[Dataset items]
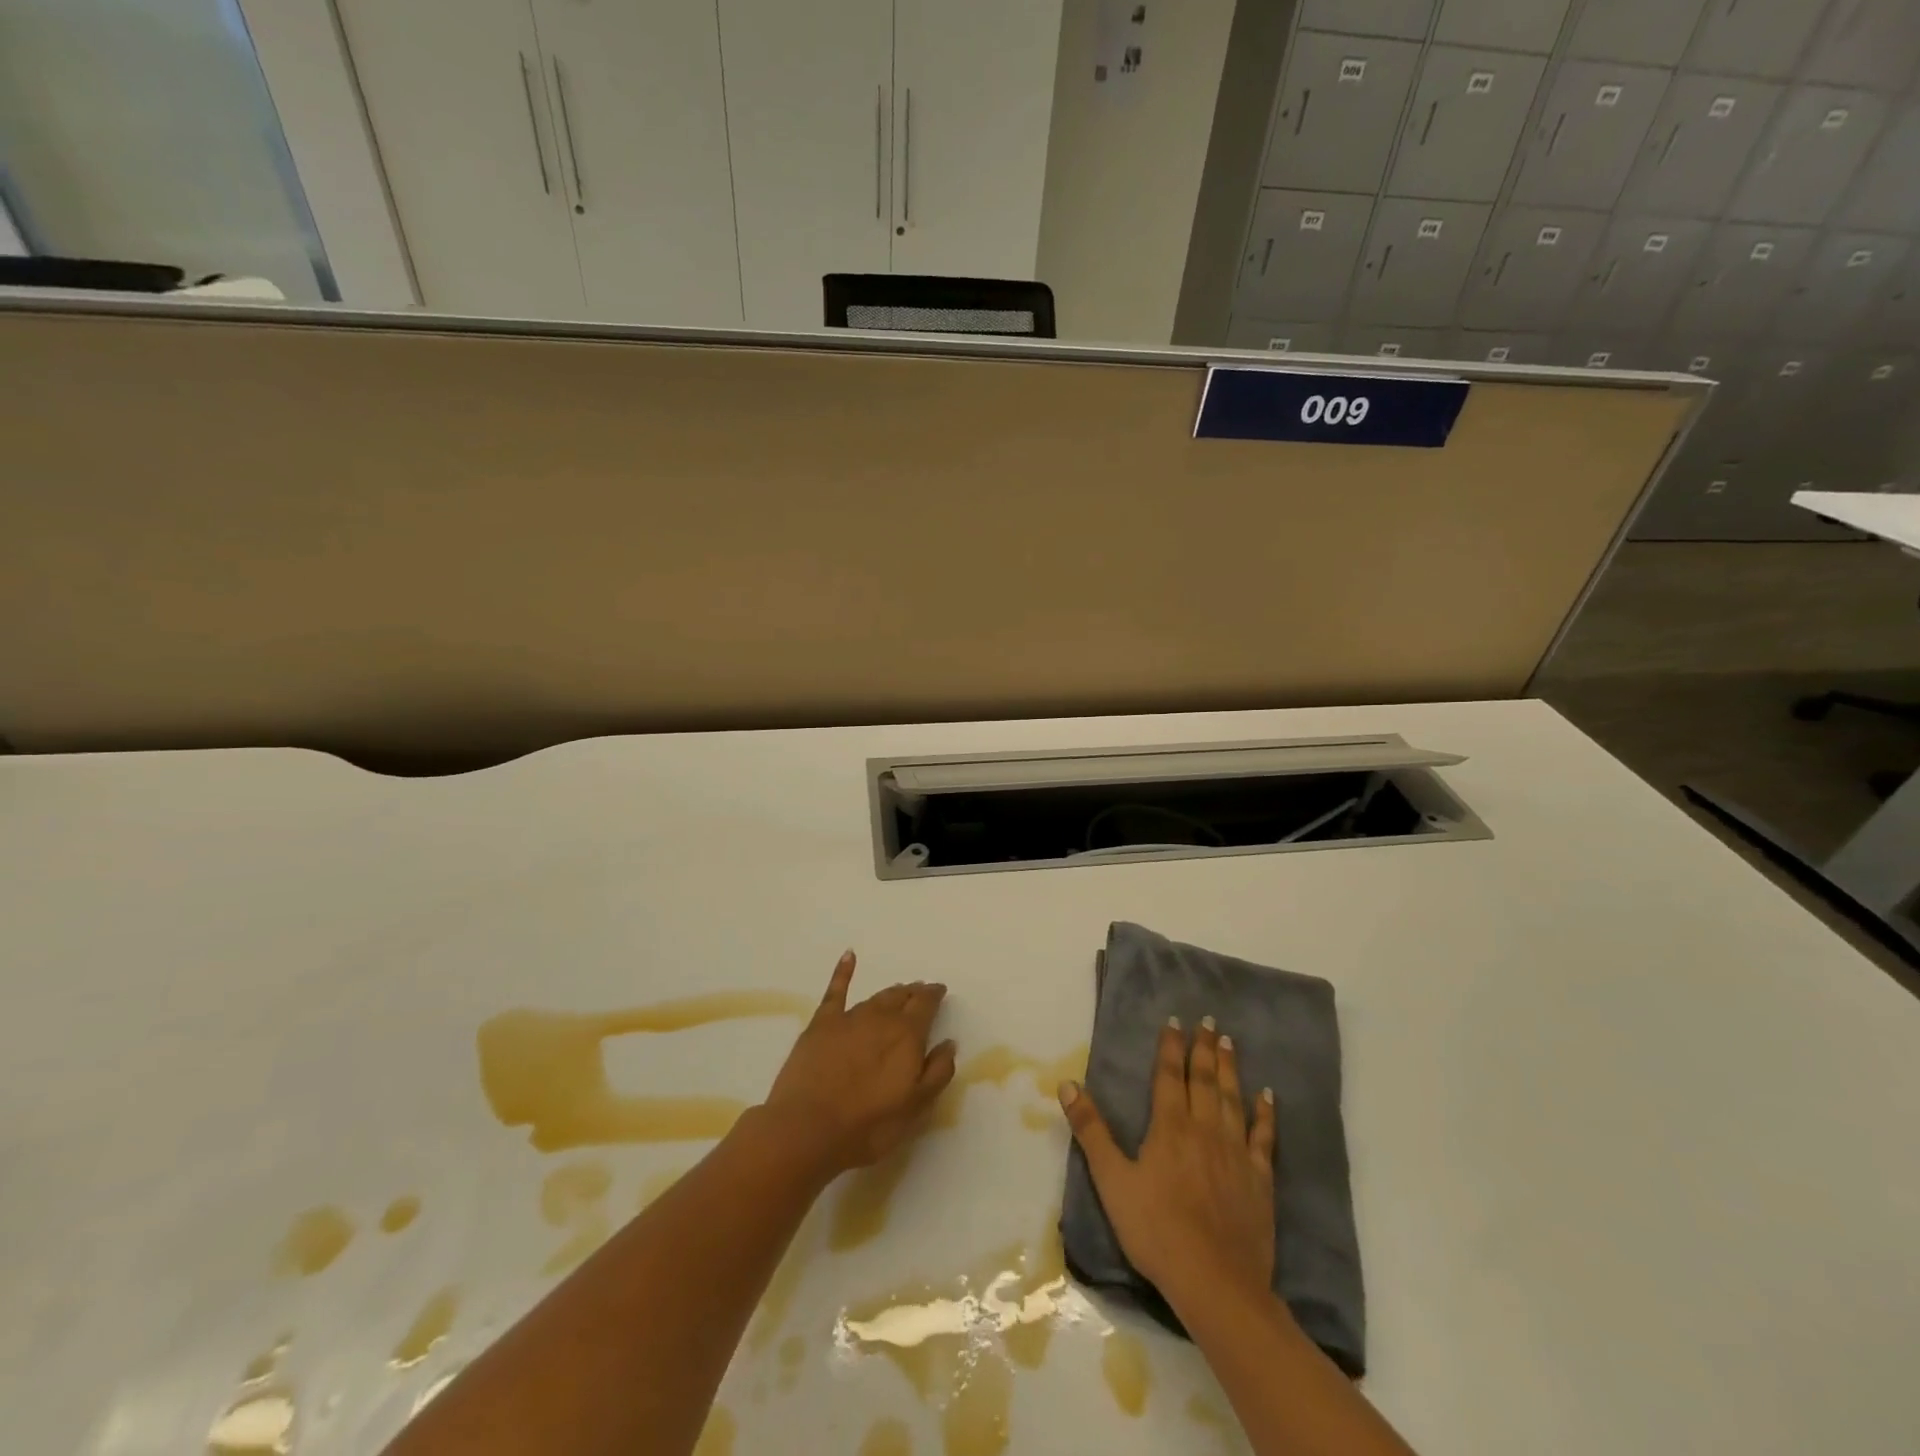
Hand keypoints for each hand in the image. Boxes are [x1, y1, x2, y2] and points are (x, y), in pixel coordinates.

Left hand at [761, 951, 956, 1177]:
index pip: (926, 1004)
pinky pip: (836, 991)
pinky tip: (849, 956)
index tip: (940, 991)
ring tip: (898, 991)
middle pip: (901, 997)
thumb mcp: (915, 1107)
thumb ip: (937, 1072)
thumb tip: (949, 1043)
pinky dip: (844, 971)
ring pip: (876, 997)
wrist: (807, 1128)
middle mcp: (881, 1018)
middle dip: (913, 993)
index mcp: (907, 1034)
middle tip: (920, 992)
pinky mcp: (821, 1024)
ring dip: (890, 993)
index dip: (934, 996)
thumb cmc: (868, 1125)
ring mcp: (849, 1018)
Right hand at [1059, 1017, 1276, 1307]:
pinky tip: (1268, 1096)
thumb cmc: (1156, 1230)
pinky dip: (1265, 1113)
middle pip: (1204, 1079)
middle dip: (1204, 1048)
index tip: (1175, 1019)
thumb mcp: (1112, 1180)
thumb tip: (1067, 1084)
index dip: (1171, 1046)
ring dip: (1230, 1069)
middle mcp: (1204, 1129)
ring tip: (1230, 1042)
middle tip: (1209, 1020)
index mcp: (1169, 1127)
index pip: (1169, 1075)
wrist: (1215, 1282)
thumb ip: (1091, 1130)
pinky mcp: (1259, 1178)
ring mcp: (1235, 1152)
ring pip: (1231, 1099)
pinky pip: (1262, 1136)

INSTRUCTIONS TO FOLLOW
Bring together each line above where the string "middle" turns up.

THE COMPLETED TASK
middle pip: (901, 997)
middle mcp: (881, 1018)
middle dip: (913, 993)
middle tip: (920, 992)
middle pip: (1204, 1079)
middle dip: (1204, 1048)
middle mcp: (1204, 1129)
middle tip: (1209, 1020)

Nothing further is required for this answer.